To do:
Reproduce all the entries precisely.

Data extract:
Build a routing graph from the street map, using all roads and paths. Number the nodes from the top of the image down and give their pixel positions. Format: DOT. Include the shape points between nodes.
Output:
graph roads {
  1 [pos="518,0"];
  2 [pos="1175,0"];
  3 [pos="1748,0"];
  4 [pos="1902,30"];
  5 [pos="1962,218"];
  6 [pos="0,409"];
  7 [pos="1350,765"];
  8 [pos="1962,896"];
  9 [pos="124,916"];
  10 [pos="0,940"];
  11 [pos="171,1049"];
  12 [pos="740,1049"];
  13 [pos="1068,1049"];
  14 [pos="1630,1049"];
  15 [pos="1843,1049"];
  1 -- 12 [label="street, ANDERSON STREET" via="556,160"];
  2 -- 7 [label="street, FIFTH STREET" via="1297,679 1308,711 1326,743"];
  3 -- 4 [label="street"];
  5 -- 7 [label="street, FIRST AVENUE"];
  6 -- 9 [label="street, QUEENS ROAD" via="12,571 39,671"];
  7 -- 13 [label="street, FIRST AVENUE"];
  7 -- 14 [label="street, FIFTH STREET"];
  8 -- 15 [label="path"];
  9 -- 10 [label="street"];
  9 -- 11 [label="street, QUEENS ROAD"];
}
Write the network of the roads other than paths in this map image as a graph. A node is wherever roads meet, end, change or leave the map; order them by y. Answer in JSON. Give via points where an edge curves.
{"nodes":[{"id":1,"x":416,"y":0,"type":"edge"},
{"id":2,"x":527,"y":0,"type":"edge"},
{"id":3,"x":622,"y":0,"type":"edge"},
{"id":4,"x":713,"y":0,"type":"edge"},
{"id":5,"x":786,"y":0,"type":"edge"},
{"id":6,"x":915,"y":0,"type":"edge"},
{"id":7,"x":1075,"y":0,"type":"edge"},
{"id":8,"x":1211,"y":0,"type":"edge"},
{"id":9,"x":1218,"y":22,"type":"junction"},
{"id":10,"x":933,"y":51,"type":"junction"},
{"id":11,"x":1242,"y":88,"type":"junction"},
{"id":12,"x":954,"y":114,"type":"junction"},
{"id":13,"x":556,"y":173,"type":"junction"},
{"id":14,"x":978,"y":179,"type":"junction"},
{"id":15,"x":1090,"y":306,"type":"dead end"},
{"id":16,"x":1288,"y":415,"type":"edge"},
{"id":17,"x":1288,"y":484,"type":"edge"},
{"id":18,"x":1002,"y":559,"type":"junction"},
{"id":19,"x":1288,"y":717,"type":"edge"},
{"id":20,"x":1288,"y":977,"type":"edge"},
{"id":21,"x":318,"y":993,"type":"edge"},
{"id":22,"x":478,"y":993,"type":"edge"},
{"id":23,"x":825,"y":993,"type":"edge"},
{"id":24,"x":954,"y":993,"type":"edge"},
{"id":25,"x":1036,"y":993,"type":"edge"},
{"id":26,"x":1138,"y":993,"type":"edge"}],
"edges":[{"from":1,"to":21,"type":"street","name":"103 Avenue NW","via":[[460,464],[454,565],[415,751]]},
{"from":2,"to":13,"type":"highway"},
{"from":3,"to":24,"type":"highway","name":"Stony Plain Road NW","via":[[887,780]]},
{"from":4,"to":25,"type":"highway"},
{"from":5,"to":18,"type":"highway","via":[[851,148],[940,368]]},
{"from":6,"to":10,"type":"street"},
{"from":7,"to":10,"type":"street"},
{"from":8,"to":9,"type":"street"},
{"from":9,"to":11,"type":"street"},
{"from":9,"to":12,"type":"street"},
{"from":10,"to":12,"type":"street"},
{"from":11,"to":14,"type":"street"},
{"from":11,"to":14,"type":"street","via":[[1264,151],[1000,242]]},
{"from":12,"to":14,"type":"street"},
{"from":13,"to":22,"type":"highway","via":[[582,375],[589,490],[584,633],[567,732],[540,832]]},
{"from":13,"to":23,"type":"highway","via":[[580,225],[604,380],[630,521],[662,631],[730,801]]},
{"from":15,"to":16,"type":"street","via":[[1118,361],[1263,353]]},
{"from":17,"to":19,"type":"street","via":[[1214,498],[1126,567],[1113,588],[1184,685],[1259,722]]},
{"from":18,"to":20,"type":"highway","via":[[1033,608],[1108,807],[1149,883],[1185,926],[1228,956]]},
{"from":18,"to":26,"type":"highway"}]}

Written response:
Build a routing graph from the street map, using all roads and paths. Number the nodes from the top of the image down and give their pixel positions. Format: DOT. Include the shape points between nodes.
Output:
graph roads {
  1 [pos="518,0"];
  2 [pos="1175,0"];
  3 [pos="1748,0"];
  4 [pos="1902,30"];
  5 [pos="1962,218"];
  6 [pos="0,409"];
  7 [pos="1350,765"];
  8 [pos="1962,896"];
  9 [pos="124,916"];
  10 [pos="0,940"];
  11 [pos="171,1049"];
  12 [pos="740,1049"];
  13 [pos="1068,1049"];
  14 [pos="1630,1049"];
  15 [pos="1843,1049"];
  1 -- 12 [label="street, ANDERSON STREET" via="556,160"];
  2 -- 7 [label="street, FIFTH STREET" via="1297,679 1308,711 1326,743"];
  3 -- 4 [label="street"];
  5 -- 7 [label="street, FIRST AVENUE"];
  6 -- 9 [label="street, QUEENS ROAD" via="12,571 39,671"];
  7 -- 13 [label="street, FIRST AVENUE"];
  7 -- 14 [label="street, FIFTH STREET"];
  8 -- 15 [label="path"];
  9 -- 10 [label="street"];
  9 -- 11 [label="street, QUEENS ROAD"];
}
Write the network of the roads other than paths in this map image as a graph. A node is wherever roads meet, end, change or leave the map; order them by y. Answer in JSON. Give via points where an edge curves.
{"nodes":[{"id":1,"x":416,"y":0,"type":"edge"},
{"id":2,"x":527,"y":0,"type":"edge"},
{"id":3,"x":622,"y":0,"type":"edge"},
{"id":4,"x":713,"y":0,"type":"edge"},
{"id":5,"x":786,"y":0,"type":"edge"},
{"id":6,"x":915,"y":0,"type":"edge"},
{"id":7,"x":1075,"y":0,"type":"edge"},
{"id":8,"x":1211,"y":0,"type":"edge"},
{"id":9,"x":1218,"y":22,"type":"junction"},
{"id":10,"x":933,"y":51,"type":"junction"},
{"id":11,"x":1242,"y":88,"type":"junction"},
{"id":12,"x":954,"y":114,"type":"junction"},
{"id":13,"x":556,"y":173,"type":"junction"},
{"id":14,"x":978,"y":179,"type":"junction"},
{"id":15,"x":1090,"y":306,"type":"dead end"},
{"id":16,"x":1288,"y":415,"type":"edge"},
{"id":17,"x":1288,"y":484,"type":"edge"},
{"id":18,"x":1002,"y":559,"type":"junction"},
{"id":19,"x":1288,"y":717,"type":"edge"},
{"id":20,"x":1288,"y":977,"type":"edge"},
{"id":21,"x":318,"y":993,"type":"edge"},
{"id":22,"x":478,"y":993,"type":"edge"},
{"id":23,"x":825,"y":993,"type":"edge"},
{"id":24,"x":954,"y":993,"type":"edge"},
{"id":25,"x":1036,"y":993,"type":"edge"},
{"id":26,"x":1138,"y":993,"type":"edge"}],
"edges":[{"from":1,"to":21,"type":"street","name":"103 Avenue NW","via":[[460,464],[454,565],[415,751]]},
{"from":2,"to":13,"type":"highway"},
{"from":3,"to":24,"type":"highway","name":"Stony Plain Road NW","via":[[887,780]]},
{"from":4,"to":25,"type":"highway"},
{"from":5,"to":18,"type":"highway","via":[[851,148],[940,368]]},
{"from":6,"to":10,"type":"street"},
{"from":7,"to":10,"type":"street"},
{"from":8,"to":9,"type":"street"},
{"from":9,"to":11,"type":"street"},
{"from":9,"to":12,"type":"street"},
{"from":10,"to":12,"type":"street"},
{"from":11,"to":14,"type":"street"},
{"from":11,"to":14,"type":"street","via":[[1264,151],[1000,242]]},
{"from":12,"to":14,"type":"street"},
{"from":13,"to":22,"type":"highway","via":[[582,375],[589,490],[584,633],[567,732],[540,832]]},
{"from":13,"to":23,"type":"highway","via":[[580,225],[604,380],[630,521],[662,631],[730,801]]},
{"from":15,"to":16,"type":"street","via":[[1118,361],[1263,353]]},
{"from":17,"to":19,"type":"street","via":[[1214,498],[1126,567],[1113,588],[1184,685],[1259,722]]},
{"from":18,"to":20,"type":"highway","via":[[1033,608],[1108,807],[1149,883],[1185,926],[1228,956]]},
{"from":18,"to":26,"type":"highway"}]}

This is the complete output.